For the last visual, I like to provide specific dimensions of key components. Again, I start by creating a copy of my workbook, and use the Text Box and Shape features to accomplish this.
Lastly, I do a lot of copying and pasting whenever possible, especially with fonts and arrows. Another really helpful tip to speed up the process is to utilize the Format Painter tool. The Format Painter tool allows you to quickly apply the same formatting, such as color, font style, size, and border style, to multiple pieces of text or graphics. Think of it as copying and pasting for formatting. To do this, simply select the cell, shape or text box you want to replicate, then click the paint brush button at the top of the screen.
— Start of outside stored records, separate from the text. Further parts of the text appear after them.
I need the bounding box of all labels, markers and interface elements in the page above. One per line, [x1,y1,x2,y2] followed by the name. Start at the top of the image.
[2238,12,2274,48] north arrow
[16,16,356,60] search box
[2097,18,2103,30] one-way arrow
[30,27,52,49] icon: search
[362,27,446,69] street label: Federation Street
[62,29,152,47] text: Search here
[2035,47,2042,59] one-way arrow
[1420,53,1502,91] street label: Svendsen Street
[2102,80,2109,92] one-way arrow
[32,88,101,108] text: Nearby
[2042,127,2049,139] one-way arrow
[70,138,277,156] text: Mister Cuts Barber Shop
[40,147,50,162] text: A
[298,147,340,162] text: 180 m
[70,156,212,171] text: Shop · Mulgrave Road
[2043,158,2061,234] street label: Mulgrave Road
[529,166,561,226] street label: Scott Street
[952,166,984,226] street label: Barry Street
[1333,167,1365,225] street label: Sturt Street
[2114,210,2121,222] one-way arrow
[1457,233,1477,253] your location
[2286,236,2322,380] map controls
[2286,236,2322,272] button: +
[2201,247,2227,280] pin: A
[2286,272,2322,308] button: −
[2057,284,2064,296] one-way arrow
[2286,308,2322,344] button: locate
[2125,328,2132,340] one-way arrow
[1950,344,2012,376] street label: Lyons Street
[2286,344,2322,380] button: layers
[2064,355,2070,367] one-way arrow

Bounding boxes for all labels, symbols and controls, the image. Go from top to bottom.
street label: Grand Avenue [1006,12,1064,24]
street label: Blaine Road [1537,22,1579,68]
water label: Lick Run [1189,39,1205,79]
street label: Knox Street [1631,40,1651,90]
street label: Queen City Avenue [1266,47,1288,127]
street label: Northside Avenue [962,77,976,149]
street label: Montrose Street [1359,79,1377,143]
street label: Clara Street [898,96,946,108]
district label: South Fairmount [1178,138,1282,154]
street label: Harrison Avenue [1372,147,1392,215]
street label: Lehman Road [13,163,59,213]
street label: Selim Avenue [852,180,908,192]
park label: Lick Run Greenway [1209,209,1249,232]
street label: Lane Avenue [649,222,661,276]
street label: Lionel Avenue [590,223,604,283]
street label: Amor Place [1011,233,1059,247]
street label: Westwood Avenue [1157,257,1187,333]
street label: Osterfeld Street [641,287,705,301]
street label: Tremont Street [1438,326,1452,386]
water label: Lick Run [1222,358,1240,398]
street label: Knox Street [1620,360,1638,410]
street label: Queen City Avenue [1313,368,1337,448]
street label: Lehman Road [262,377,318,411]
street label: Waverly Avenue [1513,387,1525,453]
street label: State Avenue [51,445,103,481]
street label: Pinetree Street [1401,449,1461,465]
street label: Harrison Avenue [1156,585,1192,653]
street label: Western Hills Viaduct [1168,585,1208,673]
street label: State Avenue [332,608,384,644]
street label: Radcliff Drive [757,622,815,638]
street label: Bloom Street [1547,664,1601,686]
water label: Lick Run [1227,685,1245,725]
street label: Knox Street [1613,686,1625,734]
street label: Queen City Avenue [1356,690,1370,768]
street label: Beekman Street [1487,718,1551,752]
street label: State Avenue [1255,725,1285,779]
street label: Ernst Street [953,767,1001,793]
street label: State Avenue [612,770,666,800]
Now click the new item that you want to take on that formatting, and it should instantly update accordingly. Try it a few times, you will fall in love!
Another way to do less busy work, is to set a default line style. Once you have formatted one line (or arrow), select it, right click and then choose ’Set as Default Line’.
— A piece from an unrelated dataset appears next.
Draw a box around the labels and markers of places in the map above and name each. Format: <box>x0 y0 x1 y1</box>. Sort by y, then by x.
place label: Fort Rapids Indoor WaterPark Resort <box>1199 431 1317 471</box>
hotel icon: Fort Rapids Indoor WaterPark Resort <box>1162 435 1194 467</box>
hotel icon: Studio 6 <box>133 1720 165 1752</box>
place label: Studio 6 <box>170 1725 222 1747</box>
Maybe it is the creative in me that gets all geeked out about this type of thing, and could get lost in it for hours. I have been using Microsoft Excel for spreadsheets, charts and project planning for so many years now, and yet I still learn new tricks every day. The little ? at the top of the screen is clicked on often here, and it is how I have learned everything I know. What I love most is that I really can be as creative as I wish, and I don’t need to purchase or learn expensive software to whip up an idea.
I have just begun to dabble in Google Sketch-up, and if I can master a few basics, I will be sure to share that experience as well. Feel free to let me know if there was anything that I glossed over; I am sure there are a few details I may have missed but I am happy to answer additional questions below.
So what do you say? Are you ready to give this digital graph paper a try?